Glycocalyx-mimicking nanoparticles for organ-selective drug delivery and therapy

Organ-selective drug delivery holds the potential to effectively treat organ-associated diseases while minimizing systemic side effects and to enable the use of modalities whose utility is currently limited by delivery issues. Although lipid nanoparticle- and polymersome-based organ-selective delivery systems have recently been reported, their delivery has been limited to organs of the mononuclear phagocyte system (MPS), such as the liver, spleen, and lungs. Moreover, since surface-formed protein coronas mediate organ targeting in these systems, concerns may arise regarding the risk of unexpected organ tropism due to variations in plasma protein patterns between patients. Therefore, a new delivery platform is needed to enable tissue- and cell-selective delivery of therapeutics to diverse organs beyond those of the MPS.

A joint research team, consisting of Professor Sangyong Jon’s group from the Department of Biological Sciences at KAIST and Professor Hee-Seung Lee’s group from the Department of Chemistry at KAIST, has developed a library of glycocalyx-mimicking nanoparticles (GlyNPs) that mimic the pericellular carbohydrate coat, which is ubiquitously present on cells and plays a crucial role in numerous biological processes, such as cell–cell recognition, cell–extracellular matrix interactions, and cell adhesion. The study was published in Advanced Materials on March 15, 2024 (Glycocalyx-mimicking nanoparticles for organ-selective drug delivery and therapy, Advanced Materials, 2311283 (2024)) and was selected as a cover paper.

A library of 31 GlyNPs was constructed through random copolymerization of five key sugar moieties prominently found in naturally-occurring carbohydrates. Using this library, GlyNP hits with differential selectivity for liver, spleen, lung, kidneys, heart, and brain were identified by systematic in vivo biodistribution screening and were subsequently confirmed to show cellular tropism in the target organ. Additionally, loading of each liver-, kidney-, and spleen-selective GlyNP hits with the anti-inflammatory molecule or a representative drug yielded therapeutic efficacy in various organ-associated disease models, demonstrating that the new GlyNP platform enables organ- and cell-targeted delivery of therapeutic cargoes.

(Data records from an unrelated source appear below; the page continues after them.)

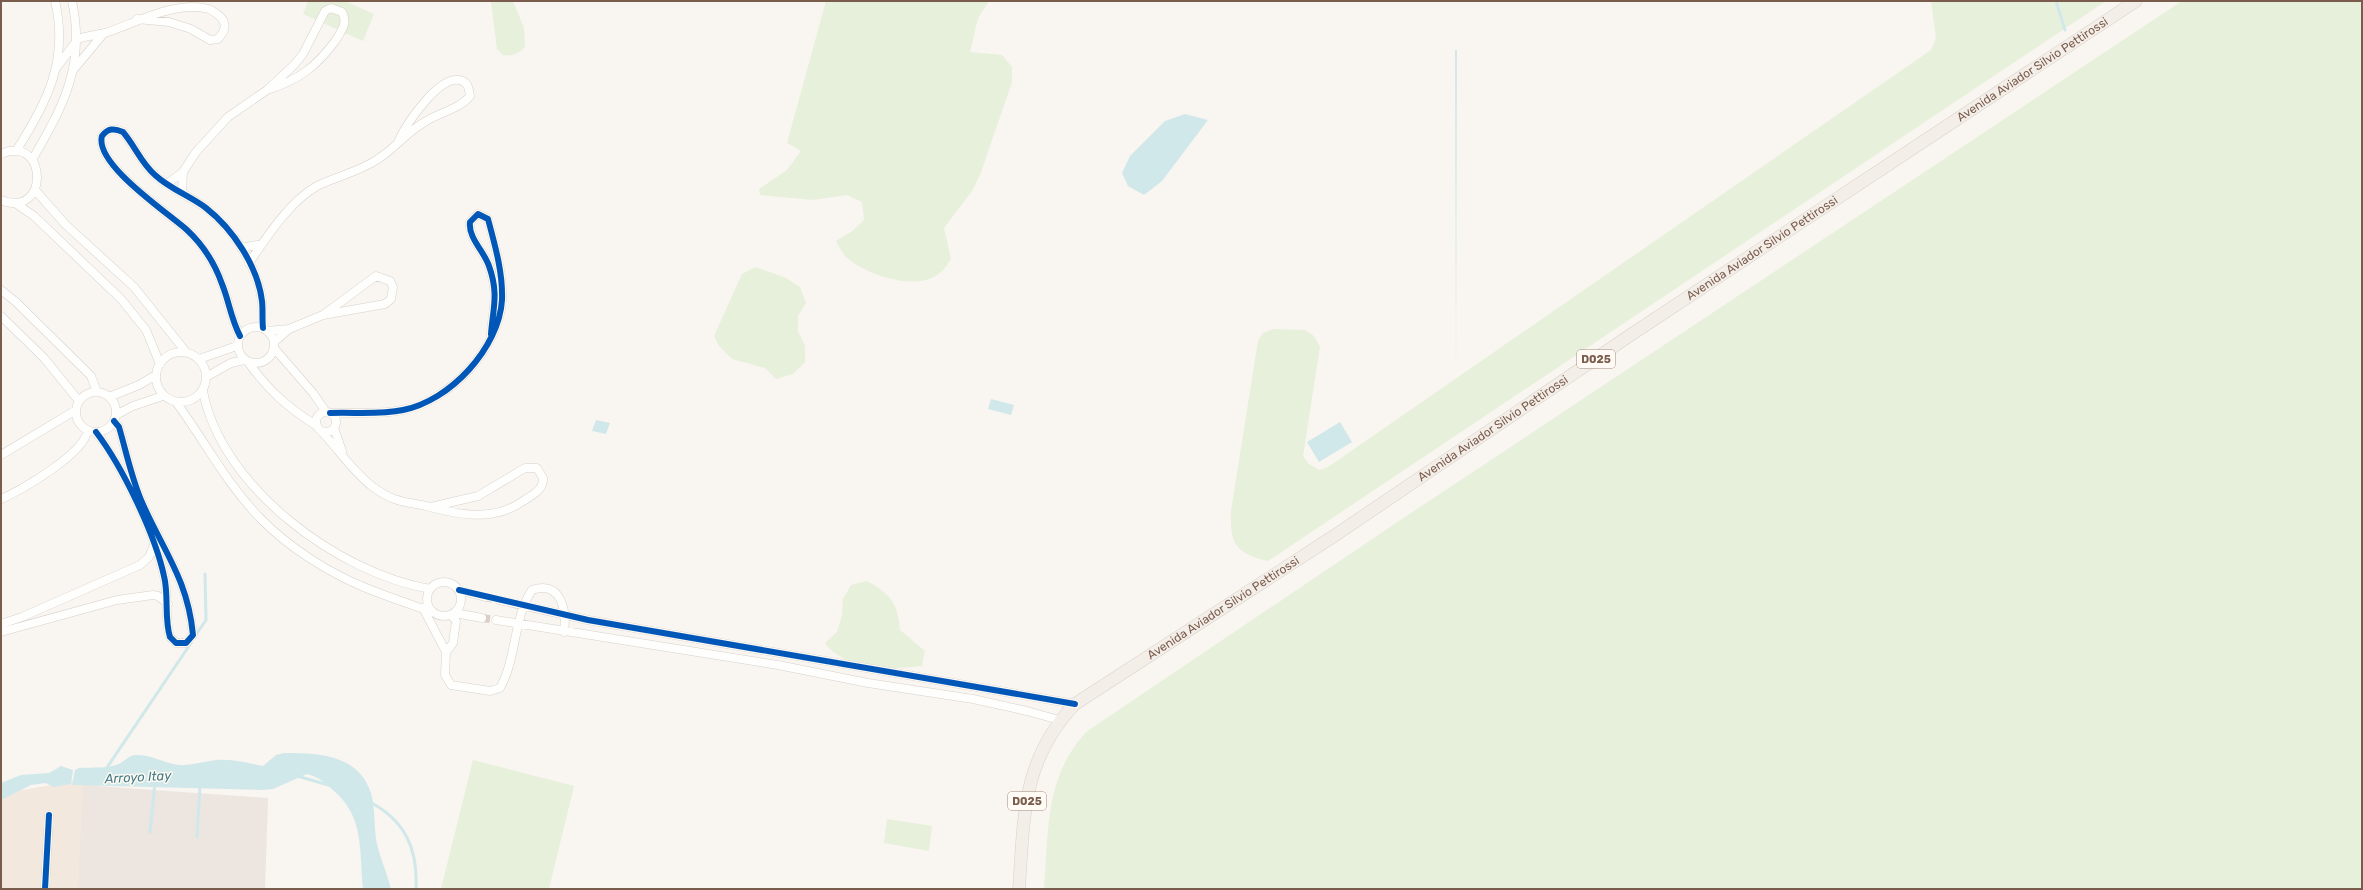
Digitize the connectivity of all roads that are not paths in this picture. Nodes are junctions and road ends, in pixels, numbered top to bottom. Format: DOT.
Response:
graph roads {
  1 [pos="72,1"];
  2 [pos="2136,1"];
  3 [pos="56,2"];
  4 [pos="137,19"];
  5 [pos="104,33"];
  6 [pos="78,39"];
  7 [pos="57,67"];
  8 [pos="74,69"];
  9 [pos="267,90"];
  10 [pos="399,140"];
  11 [pos="16,151"];
  12 [pos="1,154"];
  13 [pos="32,160"];
  14 [pos="183,172"];
  15 [pos="167,184"];
  16 [pos="35,190"];
  17 [pos="182,192"];
  18 [pos="1,200"];
  19 [pos="15,203"];
  20 [pos="262,244"];
  21 [pos="241,248"];
  22 [pos="249,263"];
  23 [pos="1,290"];
  24 [pos="323,314"];
  25 [pos="1,316"];
  26 [pos="289,329"];
  27 [pos="265,330"];
  28 [pos="491,334"];
  29 [pos="240,336"];
  30 [pos="274,345"];
  31 [pos="237,346"];
  32 [pos="186,352"];
  33 [pos="199,359"];
  34 [pos="246,361"];
  35 [pos="160,364"];
  36 [pos="156,375"];
  37 [pos="206,377"];
  38 [pos="203,390"];
  39 [pos="98,392"];
  40 [pos="163,396"];
  41 [pos="109,397"];
  42 [pos="79,401"];
  43 [pos="176,402"];
  44 [pos="76,410"];
  45 [pos="351,412"];
  46 [pos="328,413"];
  47 [pos="115,418"];
  48 [pos="335,425"];
  49 [pos="319,429"];
  50 [pos="91,431"];
  51 [pos="1,455"];
  52 [pos="343,456"];
  53 [pos="1,498"];
  54 [pos="431,507"];
  55 [pos="154,545"];
  56 [pos="430,589"];
  57 [pos="459,590"];
  58 [pos="485,597"];
  59 [pos="499,600"];
  60 [pos="168,604"];
  61 [pos="523,606"];
  62 [pos="423,608"];
  63 [pos="432,612"];
  64 [pos="453,614"];
  65 [pos="566,616"];
  66 [pos="482,618"];
  67 [pos="496,620"];
  68 [pos="1,624"];
  69 [pos="520,624"];
  70 [pos="1,632"];
  71 [pos="564,632"];
  72 [pos="733,645"];
  73 [pos="446,652"];
  74 [pos="731,658"];
  75 [pos="1075,704"];
  76 [pos="1060,720"];
  77 [pos="49,815"];
  78 [pos="45,889"];
  79 [pos="1018,889"];
  1 -- 6 [label="street"];
  2 -- 75 [label="main road, Avenida Aviador Silvio Pettirossi / D025"];
  3 -- 7 [label="street"];
  4 -- 4 [label="street"];
  4 -- 5 [label="street"];
  5 -- 6 [label="street"];
  5 -- 8 [label="street"];
  6 -- 7 [label="street"];
  6 -- 8 [label="street"];
  7 -- 11 [label="street"];
  8 -- 13 [label="street"];
  9 -- 9 [label="street"];
  9 -- 14 [label="street"];
  10 -- 10 [label="street"];
  10 -- 20 [label="street"];
  11 -- 12 [label="street"];
  11 -- 13 [label="street"];
  13 -- 16 [label="street"];
  14 -- 15 [label="street"];
  14 -- 17 [label="street"];
  15 -- 17 [label="street"];
  15 -- 29 [label="street"];
  16 -- 19 [label="street"];
  16 -- 32 [label="street"];
  17 -- 21 [label="street"];
  18 -- 19 [label="street"];
  19 -- 35 [label="street"];
  20 -- 21 [label="street"];
  20 -- 22 [label="street"];
  21 -- 22 [label="street"];
  22 -- 27 [label="street"];
  23 -- 39 [label="street"];
  24 -- 24 [label="street"];
  24 -- 26 [label="street"];
  25 -- 42 [label="street"];
  26 -- 27 [label="street"];
  26 -- 30 [label="street"];
  27 -- 29 [label="street"];
  27 -- 30 [label="street"];
  28 -- 28 [label="street"];
  28 -- 45 [label="street"];
  29 -- 31 [label="street"];
  30 -- 34 [label="street"];
  30 -- 46 [label="street"];
  31 -- 33 [label="street"];
  31 -- 34 [label="street"];
  32 -- 33 [label="street"];
  32 -- 35 [label="street"];
  33 -- 37 [label="street"];
  34 -- 37 [label="street"];
  34 -- 49 [label="street"];
  35 -- 36 [label="street"];
  36 -- 40 [label="street"];
  36 -- 41 [label="street"];
  37 -- 38 [label="street"];
  38 -- 43 [label="street"];
  38 -- 56 [label="street"];
  39 -- 41 [label="street"];
  39 -- 42 [label="street"];
  40 -- 43 [label="street"];
  40 -- 47 [label="street"];
  41 -- 47 [label="street"];
  42 -- 44 [label="street"];
  43 -- 62 [label="street"];
  44 -- 50 [label="street"];
  44 -- 51 [label="street"];
  45 -- 46 [label="street"];
  45 -- 48 [label="street"];
  46 -- 48 [label="street"];
  46 -- 49 [label="street"];
  47 -- 50 [label="street"];
  47 -- 60 [label="street"];
  48 -- 49 [label="street"];
  48 -- 52 [label="street"];
  49 -- 52 [label="street"];
  50 -- 53 [label="street"];
  50 -- 55 [label="street"];
  52 -- 54 [label="street"];
  54 -- 54 [label="street"];
  55 -- 60 [label="street"];
  55 -- 68 [label="street"];
  56 -- 57 [label="street"];
  56 -- 63 [label="street"];
  57 -- 58 [label="street"];
  57 -- 64 [label="street"];
  59 -- 61 [label="street"];
  60 -- 70 [label="street"];
  61 -- 65 [label="street"];
  61 -- 65 [label="street"];
  61 -- 69 [label="street"];
  62 -- 63 [label="street"];
  62 -- 73 [label="street"];
  63 -- 64 [label="street"];
  64 -- 66 [label="street"];
  64 -- 73 [label="street"];
  65 -- 71 [label="street"];
  65 -- 72 [label="street"];
  67 -- 69 [label="street"];
  69 -- 71 [label="street"];
  69 -- 73 [label="street"];
  71 -- 74 [label="street"];
  72 -- 74 [label="street"];
  72 -- 75 [label="street"];
  74 -- 76 [label="street"];
  75 -- 76 [label="main road, Avenida Aviador Silvio Pettirossi / D025"];
  76 -- 79 [label="main road, Avenida Aviador Silvio Pettirossi / D025"];
  77 -- 78 [label="street"];
}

“In our new GlyNP library platform, organ-selective delivery does not rely on surface-formed protein coronas but rather on specific sugar interactions, and is not limited to the MPS organs. We envision that our organ-selective delivery platform can be expanded to therapeutics whose use has so far been limited by delivery issues across various patient populations,” said Sangyong Jon, the corresponding author and a professor in the Department of Biological Sciences and the KAIST Institute for the Biocentury at KAIST.

This research was supported by the Basic Science Research Program of the National Research Foundation of Korea (NRF2018R1A3B1052661 and 2018R1A5A1025208), funded by the Ministry of Science and ICT.